▶ **ABOUT THIS EXERCISE**
Filter the entries down to the lines holding "Шаповала", then copy those lines.

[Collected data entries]
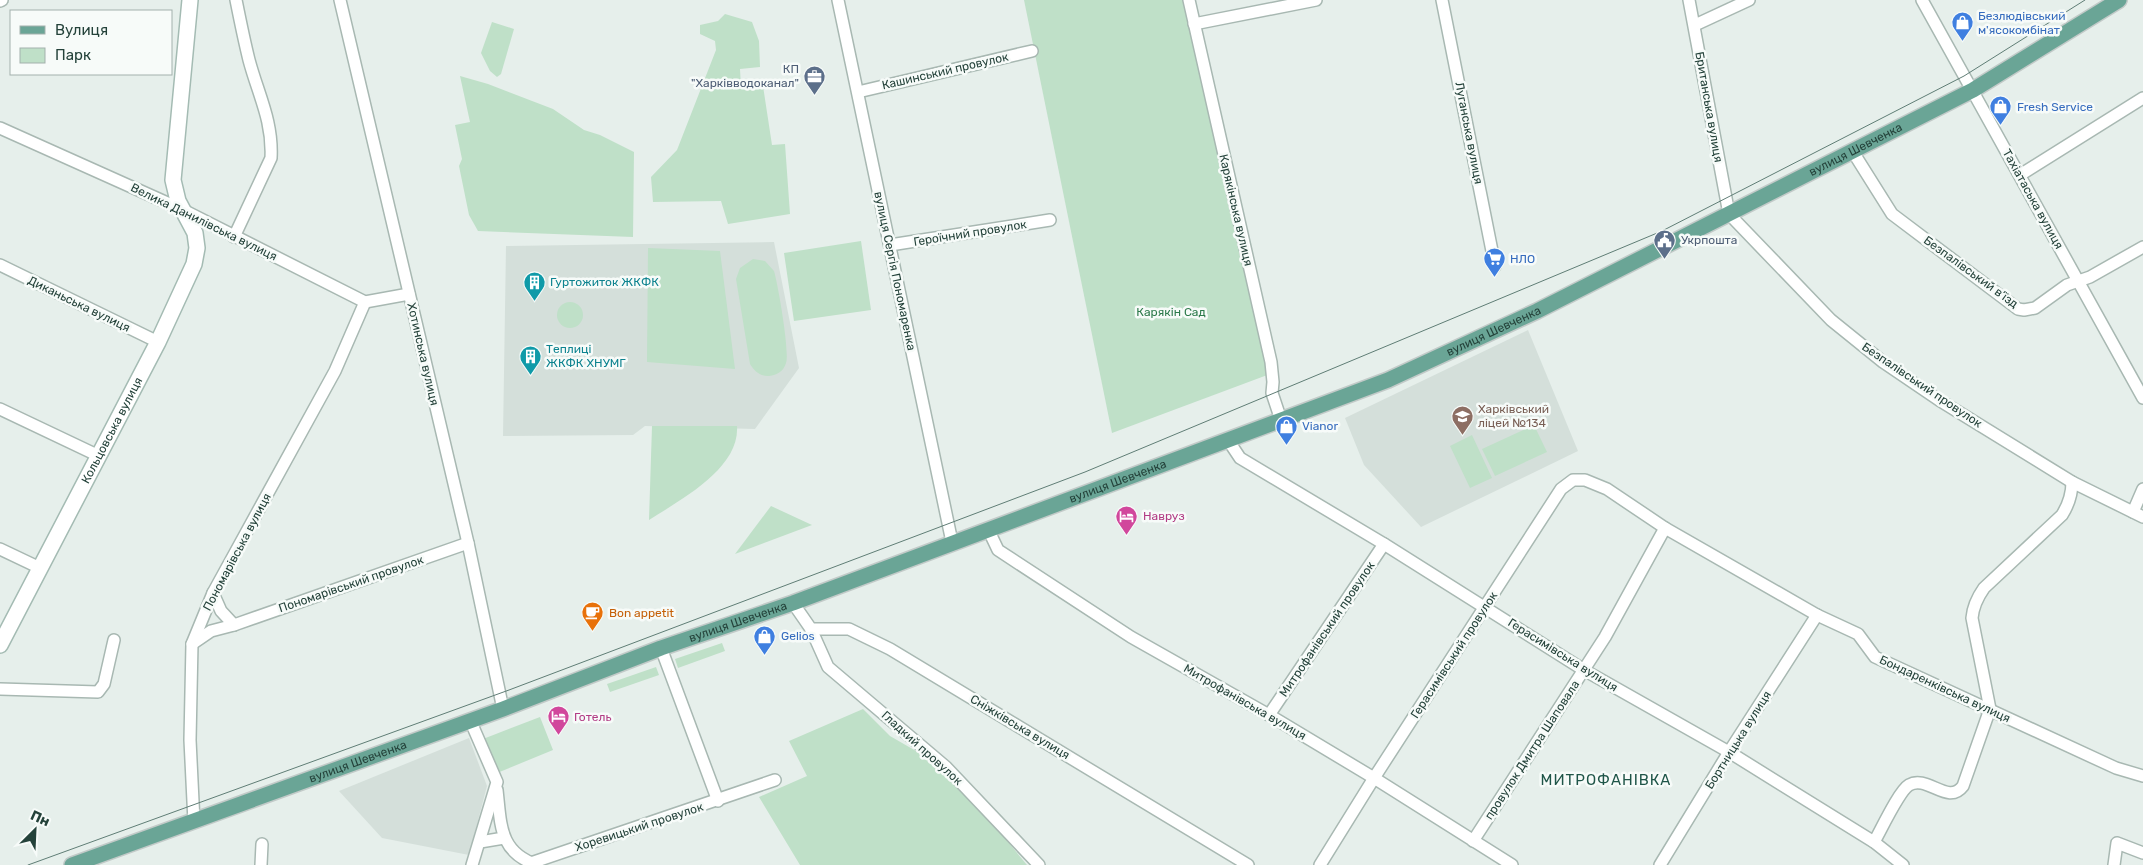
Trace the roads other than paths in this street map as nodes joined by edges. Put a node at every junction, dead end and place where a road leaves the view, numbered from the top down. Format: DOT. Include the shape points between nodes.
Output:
graph roads {
  1 [pos="190,0"];
  2 [pos="236,0"];
  3 [pos="340,0"];
  4 [pos="838,0"];
  5 [pos="1190,0"];
  6 [pos="1316,0"];
  7 [pos="1442,0"];
  8 [pos="1689,0"];
  9 [pos="1749,0"];
  10 [pos="1922,0"];
  11 [pos="2119,0"];
  12 [pos="1194,24"];
  13 [pos="1695,25"];
  14 [pos="1032,51"];
  15 [pos="1973,90"];
  16 [pos="858,92"];
  17 [pos="2143,98"];
  18 [pos="0,128"];
  19 [pos="1853,152"];
  20 [pos="2020,175"];
  21 [pos="183,210"];
  22 [pos="1729,214"];
  23 [pos="1050,220"];
  24 [pos="234,237"];
  25 [pos="890,245"];
  26 [pos="2143,247"];
  27 [pos="0,265"];
  28 [pos="1495,266"];
  29 [pos="2078,281"];
  30 [pos="409,294"];
  31 [pos="365,302"];
  32 [pos="158,342"];
  33 [pos="2143,398"];
  34 [pos="0,409"];
  35 [pos="1281,420"];
  36 [pos="1228,440"];
  37 [pos="99,456"];
  38 [pos="2072,482"];
  39 [pos="1607,489"];
  40 [pos="2143,489"];
  41 [pos="2138,514"];
  42 [pos="1665,528"];
  43 [pos="988,529"];
  44 [pos="952,542"];
  45 [pos="468,543"];
  46 [pos="1384,544"];
  47 [pos="0,549"];
  48 [pos="40,568"];
  49 [pos="213,593"];
  50 [pos="793,603"];
  51 [pos="1485,607"];
  52 [pos="1816,615"];
  53 [pos="234,625"];
  54 [pos="811,628"];
  55 [pos="114,640"];
  56 [pos="192,644"];
  57 [pos="0,645"];
  58 [pos="661,648"];
  59 [pos="1584,670"];
  60 [pos="0,689"];
  61 [pos="503,709"];
  62 [pos="1990,709"];
  63 [pos="1269,715"];
  64 [pos="470,720"];
  65 [pos="1729,752"];
  66 [pos="2143,776"];
  67 [pos="1374,778"];
  68 [pos="776,780"];
  69 [pos="496,782"];
  70 [pos="718,801"];
  71 [pos="194,822"];
  72 [pos="504,838"];
  73 [pos="1473,841"];
  74 [pos="480,842"];
  75 [pos="1874,842"];
  76 [pos="262,844"];
  77 [pos="561,853"];
  78 [pos="2143,853"];
  79 [pos="534,864"];
  80 [pos="72,865"];
  81 [pos="261,865"];
  82 [pos="472,865"];
  83 [pos="556,865"];
  84 [pos="1040,865"];
  85 [pos="1248,865"];
  86 [pos="1320,865"];
  87 [pos="1512,865"];
  88 [pos="1660,865"];
  89 [pos="1903,865"];
  90 [pos="2114,865"];
  1 -- 21 [label="street, Кольцовська вулиця" via="173,180"];
  2 -- 24 [label="street" via="272,143 271,158"];
  3 -- 30 [label="street, Хотинська вулиця"];
  4 -- 16 [label="street, вулиця Сергія Пономаренка"];
  5 -- 12 [label="street, Карякінська вулиця"];
  6 -- 12 [label="street"];
  7 -- 28 [label="street, Луганська вулиця"];
  8 -- 13 [label="street, Британська вулиця"];
  9 -- 13 [label="street"];
  10 -- 15 [label="street, Тахіатаська вулиця"];
  11 -- 15 [label="main road, вулиця Шевченка"];
  12 -- 35 [label="street, Карякінська вулиця" via="1271,362 1272,393"];
  13 -- 22 [label="street, Британська вулиця"];
  14 -- 16 [label="street, Кашинський провулок"];
  15 -- 19 [label="main road, вулиця Шевченка"];
  15 -- 20 [label="street, Тахіатаська вулиця"];
  16 -- 25 [label="street, вулиця Сергія Пономаренка"];
  17 -- 20 [label="street"];
  18 -- 21 [label="street, Велика Данилівська вулиця"];
  19 -- 22 [label="main road, вулиця Шевченка"];
  19 -- 29 [label="street, Безпалівський в’їзд" via="1892,214 2018,309 2035,308"];
  20 -- 29 [label="street, Тахіатаська вулиця"];
  21 -- 24 [label="street, Велика Данилівська вулиця"];
  21 -- 32 [label="street, Кольцовська вулиця" via="195,233 197,256"];
  22 -- 35 [label="main road, вулиця Шевченка" via="1464,346 1388,380"];
  22 -- 38 [label="street, Безпалівський провулок" via="1831,320 1883,362"];
  23 -- 25 [label="street, Героїчний провулок"];
  24 -- 31 [label="street, Велика Данилівська вулиця"];
  25 -- 44 [label="street, вулиця Сергія Пономаренка"];
  26 -- 29 [label="street, Безпалівський в’їзд"];
  27 -- 32 [label="street, Диканьська вулиця"];
  29 -- 33 [label="street, Тахіатаська вулиця"];
  30 -- 31 [label="street"];
  30 -- 45 [label="street, Хотинська вулиця"];
  31 -- 49 [label="street, Пономарівська вулиця" via="335,370"];
  32 -- 37 [label="street, Кольцовська вулиця"];
  34 -- 37 [label="street"];
  35 -- 36 [label="main road, вулиця Шевченка"];
  36 -- 43 [label="main road, вулиця Шевченка"];
  36 -- 46 [label="street, Герасимівська вулиця" via="1240,458"];
  37 -- 48 [label="street, Кольцовська вулиця"];
  38 -- 41 [label="street, Безпалівський провулок"];
  38 -- 62 [label="street" via="2072,494 2062,516 1984,588 1973,607 1972,618"];
  39 -- 42 [label="street, Бондаренківська вулиця"];
  39 -- 51 [label="street, Герасимівський провулок" via="1585,480 1573,480 1561,489"];
  40 -- 41 [label="street"];
  42 -- 52 [label="street, Бондаренківська вулиця"];
  42 -- 59 [label="street, провулок Дмитра Шаповала"];
  43 -- 44 [label="main road, вулиця Шевченка"];
  43 -- 63 [label="street, Митрофанівська вулиця" via="998,550 1131,638"];
  44 -- 50 [label="main road, вулиця Шевченка"];
  45 -- 53 [label="street, Пономарівський провулок"];
  45 -- 61 [label="street, Хотинська вулиця"];
  46 -- 51 [label="street, Герасимівська вулиця"];
  46 -- 63 [label="street, Митрофанівський провулок"];
  47 -- 48 [label="street"];
  48 -- 57 [label="street, Кольцовська вулиця"];
  49 -- 53 [label="street" via="221,611"];
  49 -- 56 [label="street, Пономарівська вулиця"];
  50 -- 54 [label="street"];
  50 -- 58 [label="main road, вулиця Шевченка"];
  51 -- 59 [label="street, Герасимівська вулиця"];
  51 -- 67 [label="street, Герасимівський провулок"];
  52 -- 62 [label="street, Бондаренківська вулиця" via="1858,634 1875,657"];
  52 -- 65 [label="street, Бортницька вулиця"];
  53 -- 56 [label="street, Пономарівський провулок" via="211,631"];
  54 -- 84 [label="street, Гладкий провулок" via="828,667 946,768"];
  54 -- 85 [label="street, Сніжківська вулиця" via="848,629 890,649"];
  55 -- 60 [label="street" via="101,690 94,693"];
  56 -- 71 [label="street, Пономарівська вулиця" via="190,740"];
  58 -- 61 [label="main road, вулиця Шевченка"];
  58 -- 70 [label="street, Хоревицький провулок"];
  59 -- 65 [label="street, Герасимівська вулиця"];
  59 -- 73 [label="street, провулок Дмитра Шаповала"];
  61 -- 64 [label="main road, вулиця Шевченка"];
  62 -- 66 [label="street, Бондаренківська вулиця" via="2116,768"];
  62 -- 75 [label="street" via="1960,790 1949,794 1922,782 1906,787"];
  63 -- 67 [label="street, Митрофанівська вулиця"];
  64 -- 69 [label="street"];
  64 -- 71 [label="main road, вулиця Шевченка"];
  65 -- 75 [label="street, Герасимівська вулиця"];
  65 -- 88 [label="street, Бортницька вулиця"];
  67 -- 73 [label="street, Митрофанівська вулиця"];
  67 -- 86 [label="street, Герасимівський провулок"];
  68 -- 70 [label="street, Хоревицький провулок"];
  69 -- 72 [label="street"];
  69 -- 74 [label="street"];
  70 -- 77 [label="street, Хоревицький провулок"];
  71 -- 80 [label="main road, вулиця Шевченка"];
  72 -- 74 [label="street"];
  72 -- 79 [label="street" via="516,854"];
  73 -- 87 [label="street, Митрофанівська вулиця"];
  74 -- 82 [label="street"];
  75 -- 89 [label="street, Герасимівська вулиця"];
  76 -- 81 [label="street"];
  77 -- 79 [label="street, Хоревицький провулок"];
  77 -- 83 [label="street, Хоревицький провулок"];
  78 -- 90 [label="street" via="2116,843"];
}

▶ **SOLUTION BELOW**
  42 -- 59 [label="street, провулок Дмитра Шаповала"];
  59 -- 73 [label="street, провулок Дмитра Шаповала"];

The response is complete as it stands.